**Task objective**
Return each line exactly, from the one that has "Road topology of" through the end of the entries, both ends included. Pictures do not belong.

**Input for this task**
---+---

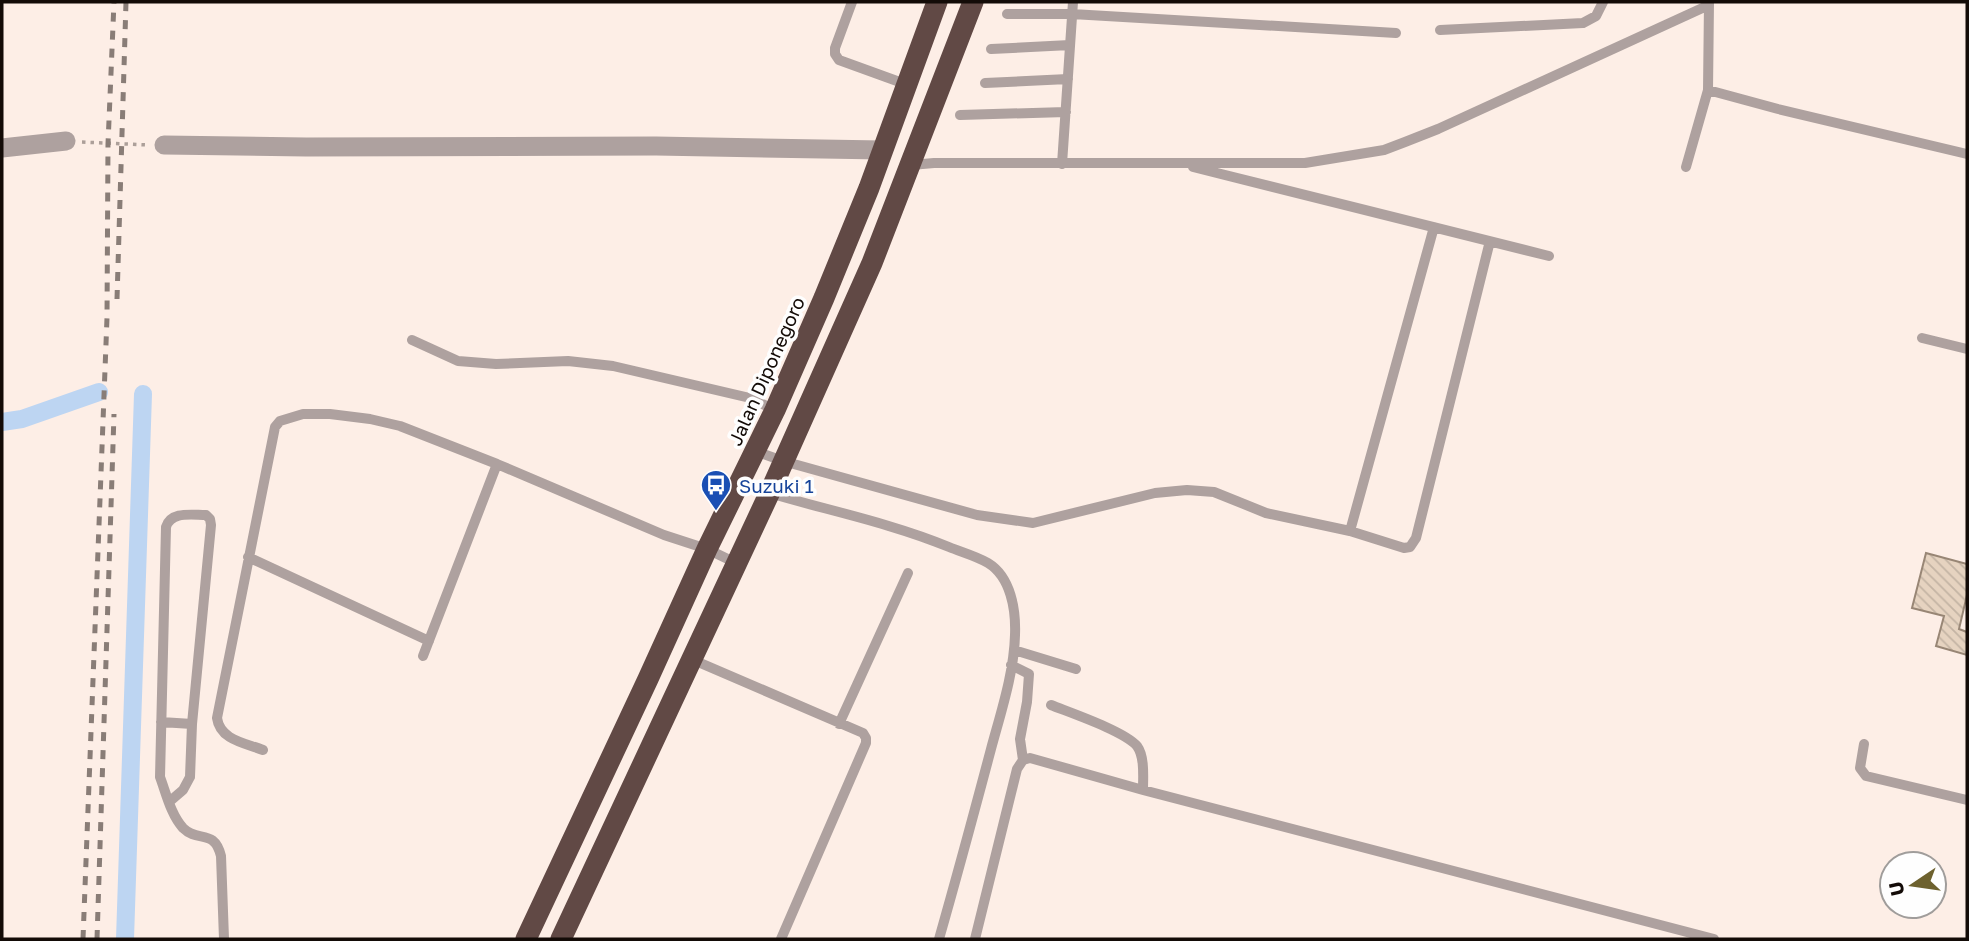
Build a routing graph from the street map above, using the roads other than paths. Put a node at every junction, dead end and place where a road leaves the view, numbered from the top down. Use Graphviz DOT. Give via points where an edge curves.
graph roads {
  1 [pos="852,2"];
  2 [pos="937,2"];
  3 [pos="973,2"];
  4 [pos="1073,2"];
  5 [pos="1603,2"];
  6 [pos="1709,3"];
  7 [pos="1006,14"];
  8 [pos="1072,14"];
  9 [pos="1440,30"];
  10 [pos="1396,33"];
  11 [pos="1070,45"];
  12 [pos="991,49"];
  13 [pos="1068,79"];
  14 [pos="985,83"];
  15 [pos="908,85"];
  16 [pos="1708,90"];
  17 [pos="1066,112"];
  18 [pos="960,115"];
  19 [pos="66,141"];
  20 [pos="164,145"];
  21 [pos="2,148"];
  22 [pos="882,150"];
  23 [pos="1967,154"];
  24 [pos="1179,163"];
  25 [pos="1062,164"];
  26 [pos="911,165"];
  27 [pos="1686,167"];
  28 [pos="1434,227"];
  29 [pos="1490,241"];
  30 [pos="1549,256"];
  31 [pos="1922,338"];
  32 [pos="412,340"];
  33 [pos="1967,349"];
  34 [pos="775,410"];
  35 [pos="755,451"];
  36 [pos="783,461"];
  37 [pos="497,464"];
  38 [pos="739,484"];
  39 [pos="769,494"];
  40 [pos="1350,531"];
  41 [pos="707,549"];
  42 [pos="248,557"];
  43 [pos="736,563"];
  44 [pos="908,573"];
  45 [pos="429,640"];
  46 [pos="1014,650"];
  47 [pos="423,656"];
  48 [pos="691,658"];
  49 [pos="1011,665"];
  50 [pos="1076,669"];
  51 [pos="1051,705"];
  52 [pos="161,722"];
  53 [pos="192,724"];
  54 [pos="839,724"];
  55 [pos="1864,744"];
  56 [pos="263,750"];
  57 [pos="1023,760"];
  58 [pos="1143,790"];
  59 [pos="1967,800"];
  60 [pos="169,802"];
  61 [pos="223,939"];
  62 [pos="526,939"];
  63 [pos="561,939"];
  64 [pos="781,939"];
  65 [pos="939,939"];
  66 [pos="975,939"];
  67 [pos="1714,939"];
  1 -- 15 [label="lane" via="835,48 839,60"];
  2 -- 15 [label="highway, Jalan Diponegoro"];
  3 -- 26 [label="highway"];
  4 -- 8 [label="lane"];
  5 -- 9 [label="lane" via="1596,16 1583,23"];
  6 -- 16 [label="lane"];
  6 -- 24 [label="lane" via="1384,150 1305,163"];
  7 -- 8 [label="lane"];
  8 -- 10 [label="lane"];
  8 -- 11 [label="lane"];
  11 -- 12 [label="lane"];
  11 -- 13 [label="lane"];
  13 -- 14 [label="lane"];
  13 -- 17 [label="lane"];
  15 -- 22 [label="highway, Jalan Diponegoro"];
  16 -- 23 [label="lane"];
  16 -- 27 [label="lane"];
  17 -- 18 [label="lane"];
  17 -- 25 [label="lane"];
  19 -- 21 [label="street"];
  20 -- 22 [label="street"];
  22 -- 34 [label="highway, Jalan Diponegoro"];
  24 -- 25 [label="lane"];
  24 -- 28 [label="lane"];
  25 -- 26 [label="lane"];
  26 -- 36 [label="highway"];
  28 -- 29 [label="lane"];
  28 -- 40 [label="lane"];
  29 -- 30 [label="lane"];
  29 -- 40 [label="lane" via="1416,538 1404,548"];
  31 -- 33 [label="lane"];
  32 -- 34 [label="lane" via="458,361 568,361 613,366 750,398"];
  34 -- 35 [label="highway, Jalan Diponegoro"];
  35 -- 36 [label="lane"];
  35 -- 38 [label="highway, Jalan Diponegoro"];
  36 -- 39 [label="highway"];
  36 -- 40 [label="lane" via="977,515 1033,523 1187,490 1214,492 1266,513"];
  37 -- 41 [label="lane"];
  37 -- 42 [label="lane" via="370,419 330,414 288,417 275,427"];
  37 -- 45 [label="lane"];
  38 -- 39 [label="lane"];
  38 -- 41 [label="highway, Jalan Diponegoro"];
  39 -- 43 [label="highway"];
  39 -- 46 [label="lane" via="923,537 989,564 1011,593"];
  41 -- 43 [label="lane"];
  41 -- 62 [label="highway, Jalan Diponegoro"];
  42 -- 45 [label="lane"];
  42 -- 56 [label="lane" via="216,718 220,732"];
  43 -- 48 [label="highway"];
  44 -- 54 [label="lane"];
  45 -- 47 [label="lane"];
  46 -- 49 [label="lane"];
  46 -- 50 [label="lane"];
  48 -- 54 [label="lane"];
  48 -- 63 [label="highway"];
  49 -- 57 [label="lane" via="1029,674 1020,739"];
  49 -- 65 [label="lane"];
  51 -- 58 [label="lane" via="1136,746 1142,758"];
  52 -- 53 [label="lane"];
  52 -- 53 [label="lane" via="166,527 173,516 206,515 211,525"];
  52 -- 60 [label="lane" via="160,777"];
  53 -- 60 [label="lane" via="190,777"];
  54 -- 64 [label="lane" via="863,733 866,743"];
  55 -- 59 [label="lane" via="1860,768 1866,776"];
  57 -- 58 [label="lane" via="1030,758"];
  57 -- 66 [label="lane"];
  58 -- 67 [label="lane"];
  60 -- 61 [label="lane" via="188,832 218,845"];
}
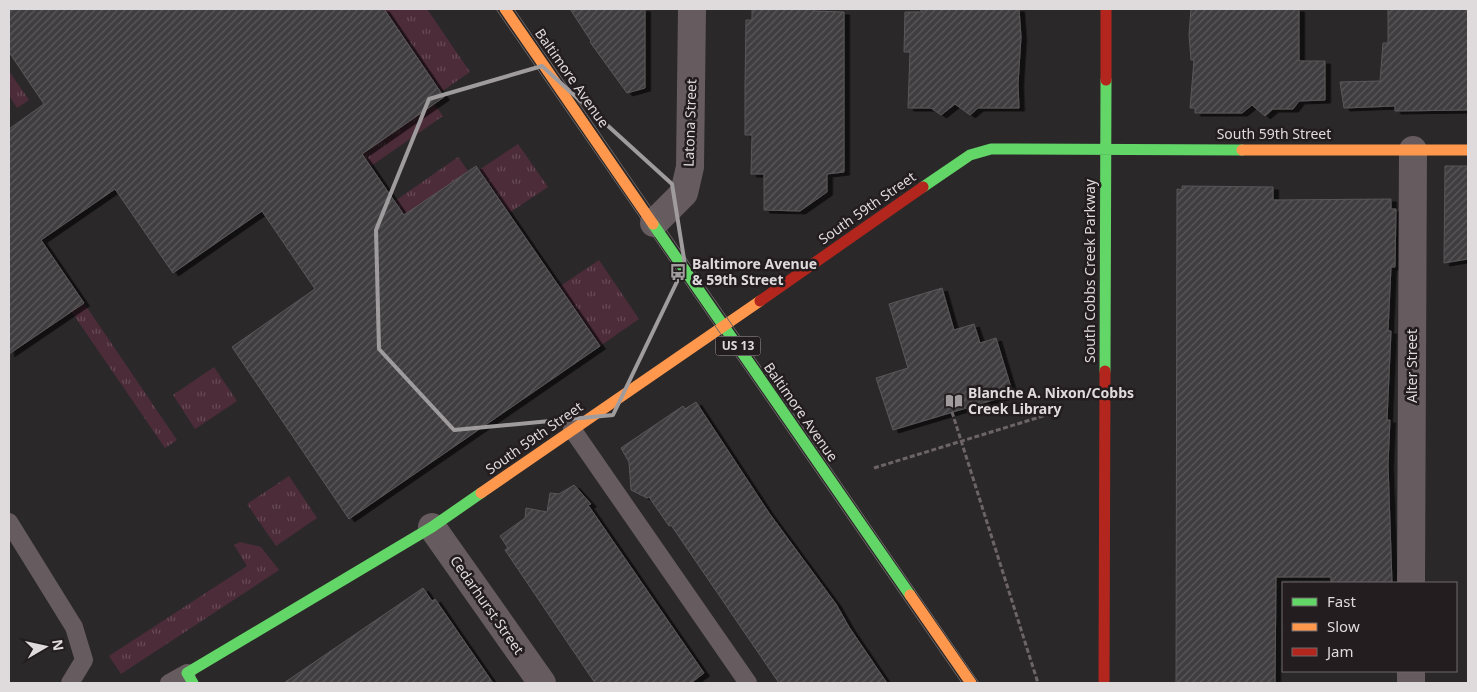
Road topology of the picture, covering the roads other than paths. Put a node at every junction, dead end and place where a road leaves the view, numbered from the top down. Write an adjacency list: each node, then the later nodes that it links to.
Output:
1 (506, 9): 7 (main road, Baltimore Avenue / US 13)
2 (692, 9): 7 (street, Latona Street)
3 (1106, 9): 4 (main road, South Cobbs Creek Parkway)
4 (1105, 149): 5 (main road, South 59th Street); 8 (main road, South 59th Street); 19 (main road, South Cobbs Creek Parkway)
5 (1413, 150): 6 (main road, South 59th Street); 12 (street, Alter Street)
6 (1468, 150)
7 (654, 223): 8 (main road, Baltimore Avenue / US 13)
8 (724, 325): 9 (main road, South 59th Street); 18 (main road, Baltimore Avenue / US 13)
9 (572, 429): 11 (main road, South 59th Street); 17 (lane)
10 (9, 522): 14 (lane)
11 (432, 526): 13 (main road, South 59th Street); 16 (street, Cedarhurst Street)
12 (1412, 582)
13 (190, 678): 15 (lane)
14 (70, 683)
15 (169, 683)
16 (542, 683)
17 (748, 683)
18 (971, 683)
19 (1104, 683)

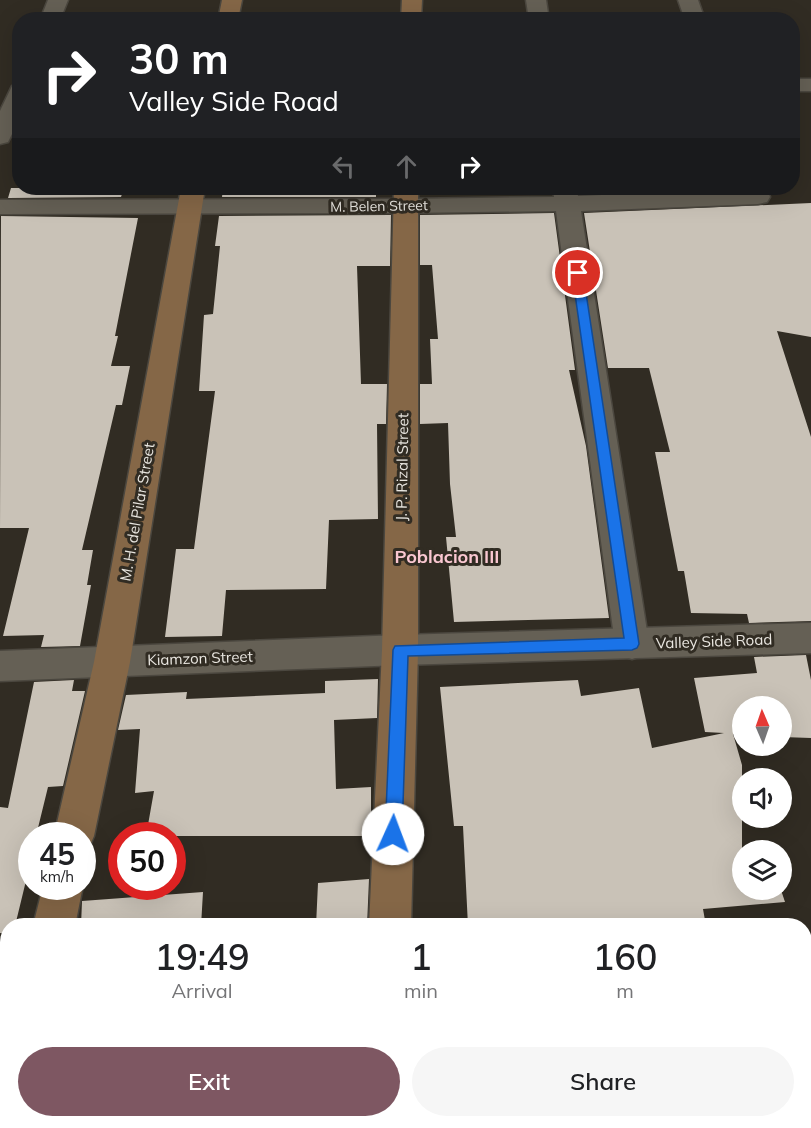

---+---

**Result of this task**
Road topology of the picture, covering the roads other than paths. Put a node at every junction, dead end and place where a road leaves the view, numbered from the top down. Write an adjacency list: each node, then the later nodes that it links to.
Output:
1 (506, 9): 7 (main road, Baltimore Avenue / US 13)
2 (692, 9): 7 (street, Latona Street)
3 (1106, 9): 4 (main road, South Cobbs Creek Parkway)
4 (1105, 149): 5 (main road, South 59th Street); 8 (main road, South 59th Street); 19 (main road, South Cobbs Creek Parkway)
5 (1413, 150): 6 (main road, South 59th Street); 12 (street, Alter Street)
6 (1468, 150)
7 (654, 223): 8 (main road, Baltimore Avenue / US 13)
8 (724, 325): 9 (main road, South 59th Street); 18 (main road, Baltimore Avenue / US 13)
9 (572, 429): 11 (main road, South 59th Street); 17 (lane)
10 (9, 522): 14 (lane)
11 (432, 526): 13 (main road, South 59th Street); 16 (street, Cedarhurst Street)
12 (1412, 582)
13 (190, 678): 15 (lane)
14 (70, 683)
15 (169, 683)
16 (542, 683)
17 (748, 683)
18 (971, 683)
19 (1104, 683)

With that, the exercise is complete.